Kapitel V. Als die Wasser fielen und sich verliefen. - Vierter Tag der Flut. — Die Wasser fallen und die Retter sind geschäftig. — Kriegsgesetze werden in Anwendung gebracht und ein Überblick der Lage wird gegeben.

Am Freitag, den 28. März, dem vierten Tag der Flut fielen die Wasser allmählich und die Rettungs- und Hilfsarbeiten wurden mit größerer Energie betrieben.

An zwanzig Motorboote waren außer den Lebensrettungsbooten im überfluteten Distrikt an der Rettungsarbeit und man hoffte vor Anbruch der Nacht noch Allen Rettung und Hilfe bringen zu können, die noch am Leben waren. Für Bergung der Toten geschah noch nichts, die erste Sorge galt den noch Lebenden.


Die Boote kehrten bald von den näheren Stadtteilen zurück und brachten jedes seine Ladung von fünfzehn bis zwanzig Überlebende. Die Meisten waren so schwach geworden von Entbehrungen und Leiden aller Art, dass sie sich kaum bewegen konnten. Um 8 Uhr waren mehrere hundert auf Tragbahren nach dem Cash Register- Hospital gebracht worden; diese hatten auf der Südseite des Flusses gewohnt.

Die Lage hatte sich auch in Betreff der Nahrungsmittel gebessert. Motorwagen, die von der Cash Register Company ausgeschickt und von Leuten bemannt wurden, die militärische Aufträge hatten, Kartoffeln und allerlei Nahrungsmittel von den um die Stadt wohnenden Farmern zu holen und in Beschlag zu nehmen, brachten einen guten Vorrat von Nahrungsmitteln zurück und mehrere Hilfszüge trafen auch glücklich per Eisenbahn in der Stadt ein.

Die Rettungsarbeiten wurden jetzt auch mehr systematisch gehandhabt und alle Straßen, aus welchen die Flut zurückgewichen war, wurden vom Militär patrouilliert.
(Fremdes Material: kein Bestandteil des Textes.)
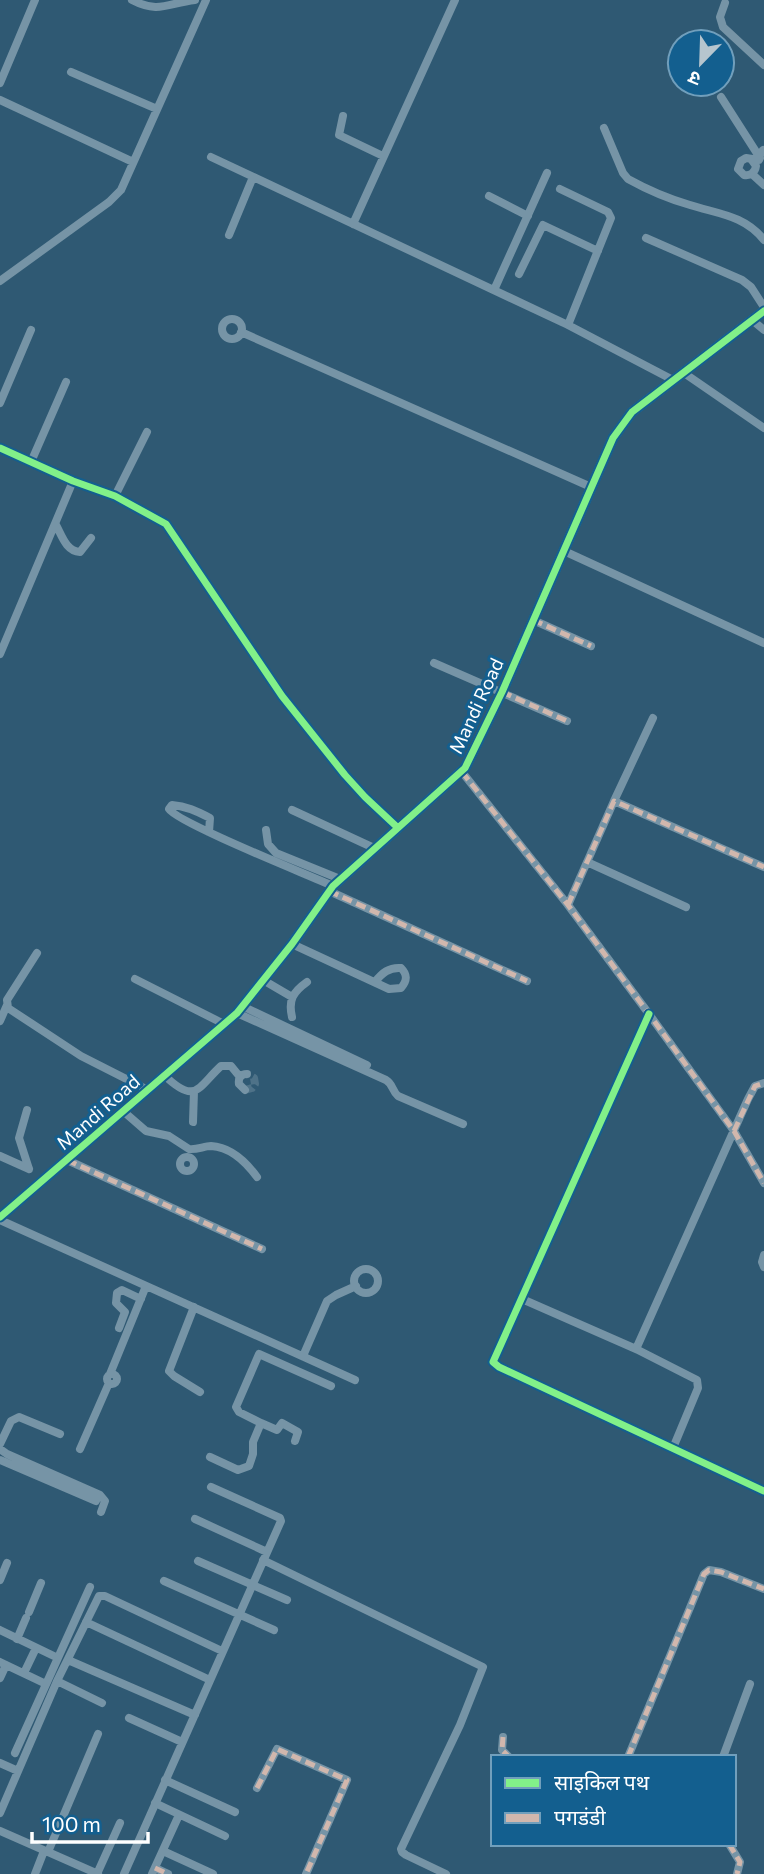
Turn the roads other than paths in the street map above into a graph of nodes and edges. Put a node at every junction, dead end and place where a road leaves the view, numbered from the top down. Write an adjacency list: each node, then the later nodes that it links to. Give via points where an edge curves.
1 (35, 0): 9 (street)
2 (132, 0): 3 (street, via 162,8)
3 (195, 0): 5 (street)
4 (455, 0): 15 (street)
5 (206, 1): 12 (street)
6 (725, 3): 7 (street, via 720,17 723,27)
7 (764, 65)
8 (71, 72): 12 (street)
9 (0, 83)
10 (721, 98): 17 (street, via 760,158)
11 (0, 100): 18 (street)
12 (157, 109): 18 (street)
13 (343, 116): 15 (street, via 339,135)
14 (604, 128): 29 (street, via 628,179 686,204 731,215 750,225)
15 (383, 156): 26 (street)
16 (211, 157): 21 (street)
17 (751, 159): 20 (street, via 756,166); 20 (street, via 741,161 738,169 744,175)
18 (133, 162): 32 (street, via 117,195)
19 (547, 173): 25 (street)
20 (752, 174): 22 (street)
21 (253, 177): 26 (street); 27 (street)
22 (764, 186)
23 (560, 189): 30 (street, via 608,212 610,225)
24 (489, 197): 25 (street)
25 (528, 216): 33 (street)
26 (353, 224): 33 (street)
27 (229, 236)
28 (646, 238): 34 (street, via 742,280)
29 (764, 240)
30 (598, 251): 31 (street, via 543,225); 36 (street)
31 (519, 274)
32 (0, 281)
33 (494, 290): 36 (street)
34 (764, 309): 35 (street, Mandi Road)
35 (752, 320): 38 (street); 40 (street, Mandi Road)
36 (568, 325): 41 (street)
37 (31, 330): 43 (street)
38 (764, 330)
39 (241, 332): 49 (street)
40 (684, 373): 41 (street, Mandi Road); 44 (street)
41 (673, 380): 49 (street, Mandi Road, via 623,423)
42 (66, 382): 47 (street)
43 (0, 402)
44 (764, 428)
45 (147, 432): 50 (street)
46 (0, 448): 47 (street)
47 (31, 462): 48 (street)
48 (73, 481): 50 (street); 51 (street)
49 (591, 487): 53 (street, Mandi Road)
50 (116, 496): 65 (street, via 170,529 282,696 345,775)
51 (56, 525): 52 (street, via 73,551 83,550); 57 (street)
52 (91, 538)
53 (564, 551): 54 (street, Mandi Road); 55 (street)
54 (533, 620): 56 (street); 59 (street, Mandi Road)
55 (764, 643)
56 (591, 646)
57 (0, 654)
58 (434, 663): 59 (street)
59 (502, 692): 61 (street); 62 (street, Mandi Road)
60 (653, 718): 63 (street)
61 (567, 721)
62 (462, 772): 65 (street, Mandi Road); 72 (street)
63 (614, 801): 69 (street); 70 (street)
64 (292, 810): 68 (street)
65 (397, 827): 68 (street, Mandi Road)
66 (266, 830): 71 (street, via 268,844 276,853)
67 (209, 832): 67 (street, via 177,817 169,809 185,806 210,818); 71 (street)
68 (374, 848): 71 (street, Mandi Road)
69 (587, 862): 72 (street); 73 (street)
70 (764, 867)
71 (334, 885): 74 (street, Mandi Road); 78 (street)
72 (568, 905): 84 (street)
73 (686, 907)
74 (292, 944): 77 (street, Mandi Road); 80 (street)
75 (37, 953): 82 (street)
76 (135, 979): 87 (street)
77 (263, 980): 81 (street); 83 (street, Mandi Road)
78 (527, 981)
79 (307, 982): 81 (street)
80 (375, 982)
81 (292, 997): 85 (street)
82 (7, 1005): 86 (street); 91 (street, via 72,1051)
83 (239, 1009): 87 (street, Mandi Road); 88 (street); 97 (street, via 386,1080 398,1096)
84 (649, 1014): 98 (street); 110 (street)
85 (292, 1017)
86 (0, 1021)
87 (224, 1024): 89 (street, Mandi Road)
88 (368, 1065)
89 (164, 1075): 91 (street, Mandi Road); 93 (street, via 182,1089)
90 (764, 1083): 98 (street, via 755,1086)
91 (148, 1090): 95 (street, Mandi Road)
92 (244, 1090): 93 (street, via 239,1084 244,1075 231,1066 221,1066 205,1086)
93 (194, 1091): 96 (street)
94 (27, 1110): 99 (street, via 19,1139 29,1169)
95 (123, 1111): 100 (street, Mandi Road); 101 (street, via 146,1131 169,1136 188,1154 210,1146 228,1151)
96 (193, 1122)
97 (463, 1124)
98 (734, 1131): 102 (street); 113 (street)
99 (0, 1156)
100 (67, 1160): 103 (street, Mandi Road); 104 (street)
101 (257, 1177)
102 (764, 1183)
103 (1, 1215): 107 (street)
104 (262, 1249)
105 (764, 1255): 106 (street)
106 (764, 1267)
107 (146, 1286): 109 (street); 111 (street)
108 (356, 1286): 114 (street, via 327,1301)
109 (141, 1299): 112 (street, via 122,1290 117,1293 116,1303 125,1312); 125 (street)
110 (522, 1299): 113 (street); 124 (street, via 494,1364)
111 (194, 1307): 114 (street); 119 (street, via 169,1371)
112 (119, 1328)
113 (636, 1349): 124 (street, via 698,1382)
114 (303, 1356): 115 (street)
115 (318, 1363): 116 (street); 117 (street)
116 (312, 1377): 118 (street); 120 (street, via 259,1354 236,1407)
117 (355, 1380)
118 (331, 1385)
119 (200, 1392)
120 (261, 1423): 122 (street, via 277,1430 282,1423 292,1427 298,1431); 126 (street, via 247,1469)
121 (60, 1434): 123 (street, via 19,1417 11,1421)
122 (295, 1441)
123 (0, 1446): 131 (street, via 7,1454 100,1495 105,1501)
124 (673, 1448): 129 (street)
125 (80, 1449)
126 (209, 1457)
127 (0, 1460): 130 (street)
128 (211, 1487): 133 (street, via 281,1519)
129 (764, 1490)
130 (96, 1501)
131 (101, 1512)
132 (195, 1519): 133 (street)
133 (265, 1556): 139 (street); 189 (street, via 483,1667 401,1849 406,1856)
134 (198, 1561): 139 (street)
135 (7, 1563): 136 (street)
136 (0, 1580)
137 (164, 1581): 143 (street)
138 (41, 1583): 147 (street)
139 (252, 1585): 142 (street); 143 (street)
140 (90, 1587): 150 (street)
141 (764, 1589): 166 (street, via 721,1572 704,1574)
142 (287, 1601)
143 (239, 1614): 146 (street); 149 (street)
144 (86, 1622): 149 (street, via 102,1595); 150 (street); 154 (street)
145 (0, 1630): 147 (street)
146 (274, 1630)
147 (17, 1639): 148 (street)
148 (36, 1648): 150 (street); 152 (street)
149 (222, 1651): 154 (street)
150 (63, 1659): 155 (street); 156 (street); 159 (street)
151 (3, 1664): 152 (street); 153 (street)
152 (24, 1674): 156 (street)
153 (0, 1678)
154 (210, 1680): 159 (street)
155 (57, 1681): 158 (street); 169 (street)
156 (46, 1684): 164 (street)
157 (750, 1684): 167 (street)
158 (102, 1703)
159 (195, 1715): 163 (street)
160 (129, 1718): 163 (street)
161 (98, 1734): 180 (street)
162 (503, 1737): 165 (street, via 502,1750)
163 (182, 1742): 170 (street)
164 (15, 1753)
165 (507, 1755)
166 (629, 1755)
167 (724, 1755)
168 (0, 1763): 169 (street)
169 (19, 1771): 174 (street)
170 (165, 1780): 172 (street); 173 (street)
171 (257, 1788): 188 (street, via 278,1749 347,1780)
172 (155, 1803): 175 (street); 185 (street)
173 (235, 1812)
174 (0, 1813)
175 (179, 1815): 178 (street); 181 (street)
176 (120, 1823): 184 (street)
177 (0, 1831): 180 (street)
178 (225, 1836)
179 (731, 1846): 190 (street, via 740,1862)
180 (46, 1851): 183 (street); 184 (street)
181 (163, 1851): 182 (street); 187 (street)
182 (154, 1871): 186 (street)
183 (35, 1874)
184 (97, 1874)
185 (124, 1874)
186 (168, 1874)
187 (213, 1874)
188 (306, 1874)
189 (446, 1874)
190 (737, 1874)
Den Leuten wurde geraten sich, wenn irgend möglich, nach ihren Häusern zurückzubegeben.

„Habt ein scharfes Auge auf Diebe und Räuber", wurde in einem Amtsblatt mit weiter Verbreitung gewarnt. „Verlasst Eure Häuser nicht ohne Bewachung. Es waren Diebe, die Euch in Schrecken gesetzt hatten mit dem Reservoir und der Naturgasexplosion. Das Naturgas ist abgedreht und es besteht keine Gefahr von Explosionen."

Sechzig katholische Schwestern in der Akademie in Notre Dame und achtzehn Personen, die dort eine Zu- flucht gefunden hatten, waren, als sie von der Louisviller Lebensrettungsmannschaft gefunden wurden, seit Dienstag ohne Nahrung und Wasser gewesen.

Es gab mehrere Krankheitsfälle, bei denen Not und Leiden doppelt schlimm war. Die Lebensretter ließen einen Vorrat Brot und Wasser zurück und machten Pläne, weitere Hilfe zu bringen.

Die Louisviller Mannschaft versorgte auch mehrere hundert Familien in den Niederungen in der Nähe der Ludlow und Franklin Straßen mit dem Nötigsten. Hier war das Wasser bis an die Dächer aller zweistöckiger Häuser gestiegen. Nur einige, die nämlich in der verzweifeltsten Lage waren, wurden in die Boote genommen, und die andern mit Brot und Wasser versorgt.

Man hatte wenig Hoffnung gehabt, dass in diesem Distrikt sich überhaupt noch Menschen am Leben befänden und die Tatsache, dass nur wenige dort umgekommen waren, machte Hoffnung, dass die Verlustziffer eine viel niedrigere sei, als man zuerst erwartet hatte.